If anyone can make the avant-garde friendly, Carla Kihlstedt can — she has a résumé that musicians twice her age would envy. Her band Tin Hat Trio has released three critically acclaimed albums, she’s played with heavyweights like John Zorn, and major orchestras have commissioned her to compose new works. Through it all, she’s remained musically adventurous yet aware of her audience.
This, her solo debut, is a remarkably assured, swaggering release; it ambles through avant-garde territory without getting bogged down. Its expansive yet rarefied atmosphere undercuts almost any adjective a critic could use. The release is at times accessible and at times inaccessible, classical-sounding yet rooted in contemporary music. Tracks are generally quite short and impressionistic, but this is a mature and (for the most part) fully realized album.
It’s rare for such an excellent musician to also be an accomplished composer, but Kihlstedt is — and she uses that skill to weave familiarity and discomfort in ways that can be heartbreaking. She puts her finger directly on the heart of pathos in the minimalist “Last Resort.” The quickly sketched story of displacement feels authentic, and it lingers. The story could be happening in a village in Eastern Europe two centuries ago, or yesterday in the United States.
The heart of the album — and some of the best songs — centers on love and loss. Kihlstedt has an eerie way of evoking children’s nursery rhymes and turning them into hymns of disappointment. The broken love story of “History” uses the old “K-I-S-S-I-N-G” rhyme to startlingly good effect. That song is buttressed by “Another Day,” one of the most gorgeous songs on the album. Kihlstedt’s violin phrasing seems to have migrated to her voice; the subtlety of her singing is remarkable for an almost entirely untrained singer.

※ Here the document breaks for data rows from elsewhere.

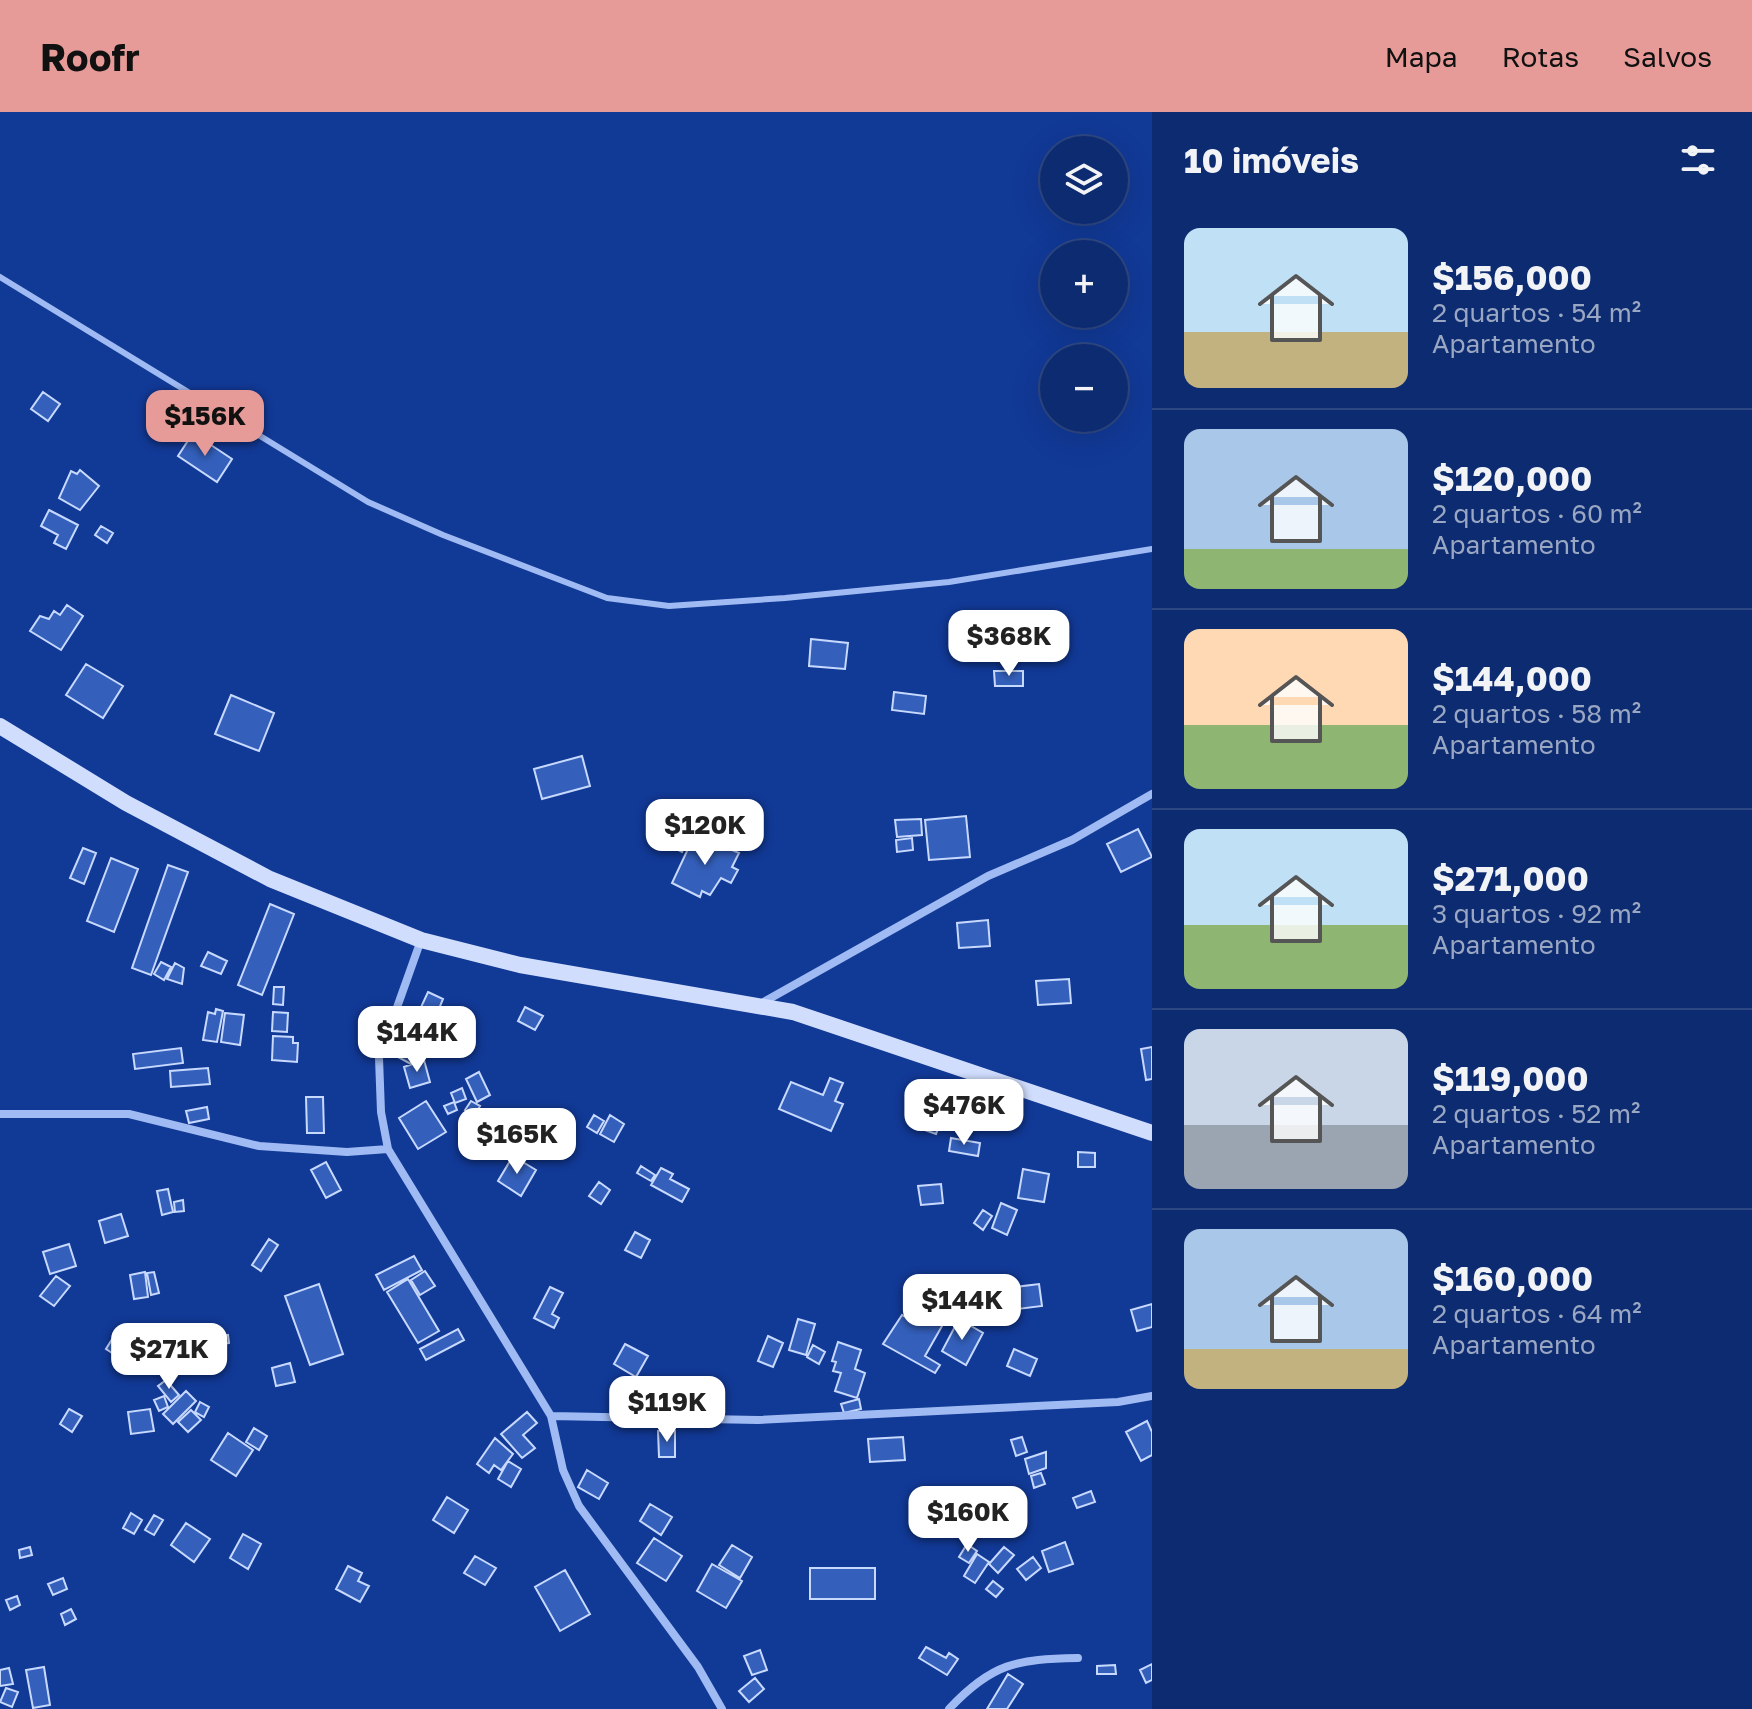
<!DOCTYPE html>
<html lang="pt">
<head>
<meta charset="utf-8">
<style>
	body { margin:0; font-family:"Golos Text",sans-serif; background:#163375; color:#f1f3f6; height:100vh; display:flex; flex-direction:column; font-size:30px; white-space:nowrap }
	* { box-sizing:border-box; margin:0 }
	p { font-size:26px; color:#9aa7c3 }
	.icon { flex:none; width:44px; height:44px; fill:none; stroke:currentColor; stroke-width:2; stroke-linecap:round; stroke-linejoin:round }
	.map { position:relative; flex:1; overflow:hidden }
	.panel { display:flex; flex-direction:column; background:#0d2b70; width:600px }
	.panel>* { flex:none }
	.tools { position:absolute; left:1040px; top:24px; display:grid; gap:16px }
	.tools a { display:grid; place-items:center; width:88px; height:88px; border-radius:50%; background:#0d2b70; box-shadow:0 8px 32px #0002,0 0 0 2px #2d4783; font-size:40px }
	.price { position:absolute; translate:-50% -68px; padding:0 18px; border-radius:16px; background:#fff; color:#222; font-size:26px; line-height:52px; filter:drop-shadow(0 2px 4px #0008) }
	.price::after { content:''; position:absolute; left:50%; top:48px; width:24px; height:18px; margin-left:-12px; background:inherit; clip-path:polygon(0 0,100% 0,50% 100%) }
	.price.on { background:#e69b98; color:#111 }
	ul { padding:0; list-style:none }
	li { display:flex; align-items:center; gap:24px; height:200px; padding:0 32px }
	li+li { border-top:2px solid #2d4783 }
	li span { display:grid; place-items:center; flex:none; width:224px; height:160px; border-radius:16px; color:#555 }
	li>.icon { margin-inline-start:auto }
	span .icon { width:96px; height:96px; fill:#fffc; stroke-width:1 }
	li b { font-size:34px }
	h2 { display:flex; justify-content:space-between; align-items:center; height:96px; padding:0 32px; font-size:34px }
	header { display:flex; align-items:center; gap:48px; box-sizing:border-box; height:112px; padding:0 40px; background:#e69b98; color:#111 }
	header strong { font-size:38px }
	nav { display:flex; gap:44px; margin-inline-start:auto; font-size:28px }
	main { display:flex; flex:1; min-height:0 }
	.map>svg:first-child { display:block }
</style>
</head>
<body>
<header>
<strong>Roofr</strong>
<nav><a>Mapa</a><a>Rotas</a><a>Salvos</a></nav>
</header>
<main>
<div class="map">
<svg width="1152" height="1597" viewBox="0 0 1152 1597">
	<rect width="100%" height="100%" fill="#113996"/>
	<path fill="#3460bc" stroke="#c8d9fe" stroke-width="2" d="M43,280l17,12 -12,17 -17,-12z
		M193,321l39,26 -15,23 -39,-26z
		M80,358l19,16 -19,24 -21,-12 12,-27 6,3z
		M49,398l29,15 -12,24 -12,-6 4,-8 -17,-9z
		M101,414l12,7 -6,10 -12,-8z
		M67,493l16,11 -22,34 -31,-19 10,-15 9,3 5,-8 6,4z
		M811,527l37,4 -3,26 -36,-3z
		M86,552l37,22 -20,32 -37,-23z
		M994,559h29v15h-28z
		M894,580l32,4 -2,18 -32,-4z
		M231,583l43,18 -15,38 -44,-17z
		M582,644l8,30 -48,13 -8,-30z
		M966,704l4,41 -41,3 -4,-40z
		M921,707l1,16 -25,2 -2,-17z
		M681,715l10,5 -9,20 -10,-5z
		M1138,717l14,28 -31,15 -14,-28z
		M695,722l44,19 -7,14 6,3 -7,13 -10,-5 -11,17 -8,-4 -2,6 -28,-14z
		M912,726l1,12 -16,2 -1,-12z
		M83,736l13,5 -12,31 -14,-6z
		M111,746l27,11 -24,63 -27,-11z
		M168,753l20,7 -37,103 -19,-7z
		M270,792l24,10 -32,81 -24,-10z
		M988,808l2,26 -31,2 -2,-25z
		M208,840l19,9 -6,13 -20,-8z
		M161,850l10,5 -7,13 -10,-6z
		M175,851l9,5 -2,16 -15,-5z
		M1069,867l2,24 -33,2 -2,-24z
		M274,875h10l-1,18 -10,-1z
		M428,880l15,7 -14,34 -4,-2 -3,5 7,7 -4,9h-9l-5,12 -13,-7z
		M525,895l18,9 -8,14 -17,-9z
		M442,896l18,8 -9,20 -17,-8z
		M216,897l7,2 -6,31 -14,-2 5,-28 7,2z
		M273,900l15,1 -1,19 -15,-1z
		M225,901l19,2 -4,30 -19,-3z
		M273,924l20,1v6h5l-1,19 -25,-2z
		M1152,935v32l-6,1 -5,-31z
		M181,936l2,15 -48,6 -2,-15z
		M424,948l6,22 -20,6 -6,-21z
		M208,956l2,16 -39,3 -1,-16z
		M479,960l11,23 -13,7 -11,-23z
		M830,966l13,5 -8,18 8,3 -12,27 -52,-22 12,-27 32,13z
		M462,976l4,11 -11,4 -4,-10z
		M306,985h17l1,36h-17z
		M924,985l23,10 -11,27 -23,-8z
		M426,989l20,31 -28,17 -19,-31z
		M471,989l9,5 -5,9 -10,-5z
		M454,990l3,8 -9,4 -4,-8z
		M207,995l2,12 -20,4 -3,-12z
		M594,1003l10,6 -7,12 -10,-6z
		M610,1003l14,9 -10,18 -14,-8z
		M951,1026l29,5 -2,13 -29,-5z
		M1078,1040l17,1v14h-17z
		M513,1044l23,14 -15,26 -23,-15z
		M326,1050l15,28 -15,8 -15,-28z
		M641,1054l14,9 -4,6 -14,-8z
		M661,1056l12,6 -3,5 19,10 -7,13 -31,-17z
		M1023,1057l26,5 -5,28 -26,-4z
		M599,1070l11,8 -9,14 -12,-8z
		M941,1072l2,19 -22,2 -3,-19z
		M168,1077l5,23 -11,3 -5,-24z
		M183,1088l1,11 -9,1 -1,-10z
		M1001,1091l16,7 -10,25 -15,-7z
		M983,1098l9,6 -9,14 -9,-7z
		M121,1102l7,22 -23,7 -6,-22z
		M635,1120l15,8 -9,18 -16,-8z
		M269,1127l9,6 -17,26 -9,-6z
		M69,1132l7,22 -26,8 -7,-22z
		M414,1144l8,14 -38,20 -8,-15z
		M425,1159l10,15 -15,9 -9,-15z
		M145,1160l3,25 -14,2 -4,-24z
		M154,1160l5,21 -8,2 -4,-22z
		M56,1164l14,10 -16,20 -14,-10z
		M408,1167l31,52 -21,12 -31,-51z
		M319,1172l24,70 -33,11 -25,-69z
		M1039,1172l3,22 -24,3 -3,-22z
		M550,1175l13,6 -11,21 7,4 -5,10 -20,-10z
		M1152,1192v23l-15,4 -6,-21z
		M902,1203l17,9 5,-9 22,4 -21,37 15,9 -5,8 -52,-29z
		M798,1207l17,5 -9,31 -17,-5z
		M959,1207l24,14 -17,32 -24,-14z
		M458,1217l6,11 -38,20 -6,-11z
		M116,1221l17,11 -10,16 -17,-11z
		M228,1223l1,8 -20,4 -2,-8z
		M768,1224l15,7 -10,24 -15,-6z
		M838,1230l23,8 -6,19 10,4 -8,25 -22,-7 6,-18 -8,-2 3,-9 -4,-1z
		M625,1232l23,12 -12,21 -22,-13z
		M813,1233l12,7 -6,12 -12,-7z
		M1014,1237l23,10 -7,17 -23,-10z
		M290,1251l5,19 -19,4 -4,-18z
		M166,1268l13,15 -8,7 -13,-16z
		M186,1279l10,10 -23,23 -10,-10z
		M164,1284l4,11 -9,4 -5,-11z
		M859,1287l2,10 -17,4 -3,-9z
		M200,1290l9,5 -5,10 -9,-5z
		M69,1297l13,7 -10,16 -12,-8z
		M150,1297l4,22 -23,3 -3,-22z
		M191,1298l10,10 -13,12 -10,-10z
		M527,1300l10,11 -14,12 12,13 -13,10 -21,-24z
		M1147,1309l5,11v23l-11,6 -15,-29z
		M254,1316l13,8 -8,14 -13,-8z
		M658,1319h17v26h-16z
		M228,1321l25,17 -17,26 -25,-16z
		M903,1325l2,23 -35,2 -2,-23z
		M1022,1325l5,15 -11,4 -5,-16z
		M495,1326l18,16 -12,16 -7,-5 -5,8 -12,-9z
		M1046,1340v16l-17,6 -4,-15z
		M508,1349l13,8 -10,18 -13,-8z
		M587,1358l21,13 -9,16 -21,-12z
		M1041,1361l4,11 -11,4 -3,-12z
		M1091,1379l4,11 -18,6 -4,-10z
		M447,1385l21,13 -14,23 -21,-13z
		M650,1392l22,13 -11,18 -21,-14z
		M131,1401l11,7 -8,14 -11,-6z
		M154,1403l9,5 -9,15 -9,-5z
		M186,1411l24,16 -16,23 -23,-17z
		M243,1422l18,10 -13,25 -18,-11z
		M654,1426l28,18 -16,25 -29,-18z
		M1065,1430l8,22 -24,8 -7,-21z
		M967,1432l10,7 -8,12 -10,-6z
		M732,1433l20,12 -12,21 -21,-13z
		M30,1435l2,8 -12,3 -1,-8z
		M1004,1435l10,8 -16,18 -9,-9z
		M977,1442l12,8 -14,21 -11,-7z
		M475,1444l21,12 -11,17 -21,-12z
		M1033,1445l8,11 -15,12 -9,-11z
		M712,1452l30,17 -16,27 -29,-17z
		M348,1454l14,7 -4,8 11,5 -9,16 -24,-13z
		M810,1456h65v31h-65z
		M565,1458l25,44 -30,17 -25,-44z
		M63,1466l4,11 -14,6 -5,-11z
		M993,1469l10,8 -7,8 -10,-8z
		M17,1484l3,9 -10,5 -4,-10z
		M71,1497l5,10 -11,6 -4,-11z
		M926,1535l20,11 3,-5 9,6 -11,16 -28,-17z
		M760,1538l7,20 -15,5 -8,-19z
		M1152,1552v16l-6,3 -6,-13z
		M1115,1553l1,9h-19v-8z
		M44,1555l6,38 -17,3 -7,-38z
		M9,1556l4,16 -13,2v-16z
		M1008,1562l15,10 -16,25h-20z
		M755,1566l9,11 -15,13 -10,-11z
		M6,1576l12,4 -6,15 -12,-5z"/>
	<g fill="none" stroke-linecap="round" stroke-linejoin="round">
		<path stroke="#a0bbf3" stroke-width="6" d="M0,165l368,225 75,33 164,63 62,8 116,-8 164,-16 203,-33"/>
		<path stroke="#a0bbf3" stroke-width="8" d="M421,828l-42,118 2,54 7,37 163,267 12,54 16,36 119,161 24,42
			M760,892l228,-128 84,-36 80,-46
			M0,1002h129l130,32 88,6 41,-3
			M551,1304l207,4 360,-18 34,-6
			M949,1597c43,-46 68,-50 129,-51"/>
		<path stroke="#d0ddfd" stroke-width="16" d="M0,614l126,77 144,76 151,61 99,25 273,47 359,121"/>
	</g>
</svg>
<div class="tools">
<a><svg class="icon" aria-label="layers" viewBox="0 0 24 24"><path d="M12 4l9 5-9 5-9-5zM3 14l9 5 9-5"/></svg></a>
<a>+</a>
<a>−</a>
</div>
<b class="price on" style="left:205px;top:346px">$156K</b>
<b class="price" style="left:1009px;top:566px">$368K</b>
<b class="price" style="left:705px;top:755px">$120K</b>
<b class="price" style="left:417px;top:962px">$144K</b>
<b class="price" style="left:964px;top:1035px">$476K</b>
<b class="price" style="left:517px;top:1064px">$165K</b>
<b class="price" style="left:962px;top:1230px">$144K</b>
<b class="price" style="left:169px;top:1279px">$271K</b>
<b class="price" style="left:667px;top:1332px">$119K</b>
<b class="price" style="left:968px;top:1442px">$160K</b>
</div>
<section class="panel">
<h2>10 imóveis<svg class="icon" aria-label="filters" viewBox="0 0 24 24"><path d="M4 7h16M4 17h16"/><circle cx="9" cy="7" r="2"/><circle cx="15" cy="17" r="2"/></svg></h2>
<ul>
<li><span style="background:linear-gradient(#bfe0f5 65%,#c2b280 0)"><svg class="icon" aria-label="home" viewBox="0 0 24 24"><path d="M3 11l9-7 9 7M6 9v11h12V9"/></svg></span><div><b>$156,000</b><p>2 quartos · 54 m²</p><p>Apartamento</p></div></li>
<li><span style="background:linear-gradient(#a9c7e8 75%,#8fb573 0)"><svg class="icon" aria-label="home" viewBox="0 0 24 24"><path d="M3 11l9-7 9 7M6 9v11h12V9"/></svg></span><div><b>$120,000</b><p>2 quartos · 60 m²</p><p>Apartamento</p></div></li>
<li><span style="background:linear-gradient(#ffd9b3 60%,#8fb573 0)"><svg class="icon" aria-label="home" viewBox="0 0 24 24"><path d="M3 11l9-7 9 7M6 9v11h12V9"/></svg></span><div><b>$144,000</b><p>2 quartos · 58 m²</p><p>Apartamento</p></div></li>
<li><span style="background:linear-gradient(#bfe0f5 60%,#8fb573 0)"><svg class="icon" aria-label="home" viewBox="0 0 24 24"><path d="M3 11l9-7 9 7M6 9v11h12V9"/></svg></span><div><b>$271,000</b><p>3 quartos · 92 m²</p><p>Apartamento</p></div></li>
<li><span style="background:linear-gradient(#c9d6e8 60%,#9aa5b1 0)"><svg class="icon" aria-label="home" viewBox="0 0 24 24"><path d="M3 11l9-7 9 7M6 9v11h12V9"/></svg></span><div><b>$119,000</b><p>2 quartos · 52 m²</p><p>Apartamento</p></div></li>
<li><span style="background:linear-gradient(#a9c7e8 75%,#c2b280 0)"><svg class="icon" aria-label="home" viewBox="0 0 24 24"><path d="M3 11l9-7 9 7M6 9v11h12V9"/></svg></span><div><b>$160,000</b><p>2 quartos · 64 m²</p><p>Apartamento</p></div></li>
</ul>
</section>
</main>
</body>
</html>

Perhaps the biggest revelation of Two Foot Yard is the instrumentation. How often do most of us sit down and listen to the violin? Or violin and voice, for that matter? The tight ensemble of violin, cello, and percussion is effective and musically dynamic; for three people they make an awful lot of racket. The group enables Kihlstedt to reach into the realms of rock ‘n’ roll, jazz, and classical with equal dexterity. It doesn’t always make for an easy listen — a few tracks may make you want to tear your hair out — but as with the best genre-bending, avant-garde work, the rewards are clearly worth it.